(Collected data)
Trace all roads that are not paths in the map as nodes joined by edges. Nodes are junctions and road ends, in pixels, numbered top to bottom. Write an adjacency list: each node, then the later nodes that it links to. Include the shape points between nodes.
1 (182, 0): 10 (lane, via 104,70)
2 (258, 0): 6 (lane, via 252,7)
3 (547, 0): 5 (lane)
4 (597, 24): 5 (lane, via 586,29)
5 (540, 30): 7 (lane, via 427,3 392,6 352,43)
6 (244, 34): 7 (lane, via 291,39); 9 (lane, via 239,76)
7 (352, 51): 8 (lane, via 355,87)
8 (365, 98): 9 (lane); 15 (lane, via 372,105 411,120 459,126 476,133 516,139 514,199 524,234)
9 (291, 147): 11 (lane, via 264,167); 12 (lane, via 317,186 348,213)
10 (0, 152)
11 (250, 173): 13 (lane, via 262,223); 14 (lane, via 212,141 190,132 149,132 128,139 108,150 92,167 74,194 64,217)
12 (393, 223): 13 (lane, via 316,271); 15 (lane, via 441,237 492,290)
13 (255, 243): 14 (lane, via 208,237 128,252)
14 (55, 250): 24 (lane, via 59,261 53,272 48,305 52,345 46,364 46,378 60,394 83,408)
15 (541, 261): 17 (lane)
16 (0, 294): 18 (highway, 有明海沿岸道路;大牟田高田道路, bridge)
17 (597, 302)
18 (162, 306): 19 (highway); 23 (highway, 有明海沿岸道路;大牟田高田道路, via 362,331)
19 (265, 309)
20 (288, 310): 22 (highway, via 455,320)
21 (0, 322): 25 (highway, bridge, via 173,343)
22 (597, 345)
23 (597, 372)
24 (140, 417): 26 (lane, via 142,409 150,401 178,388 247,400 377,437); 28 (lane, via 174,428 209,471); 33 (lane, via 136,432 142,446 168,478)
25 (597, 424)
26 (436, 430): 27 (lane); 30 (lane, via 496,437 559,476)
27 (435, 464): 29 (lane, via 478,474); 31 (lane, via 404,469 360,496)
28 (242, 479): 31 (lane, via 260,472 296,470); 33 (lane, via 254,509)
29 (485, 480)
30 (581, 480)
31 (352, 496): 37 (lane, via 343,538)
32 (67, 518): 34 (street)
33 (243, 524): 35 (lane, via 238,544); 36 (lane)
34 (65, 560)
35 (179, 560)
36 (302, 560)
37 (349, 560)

What the task requires: Search the entries for the word "highway" and gather every line where it appears.

Answer box:
16 (0, 294): 18 (highway, 有明海沿岸道路;大牟田高田道路, bridge)
18 (162, 306): 19 (highway); 23 (highway, 有明海沿岸道路;大牟田高田道路, via 362,331)
20 (288, 310): 22 (highway, via 455,320)
21 (0, 322): 25 (highway, bridge, via 173,343)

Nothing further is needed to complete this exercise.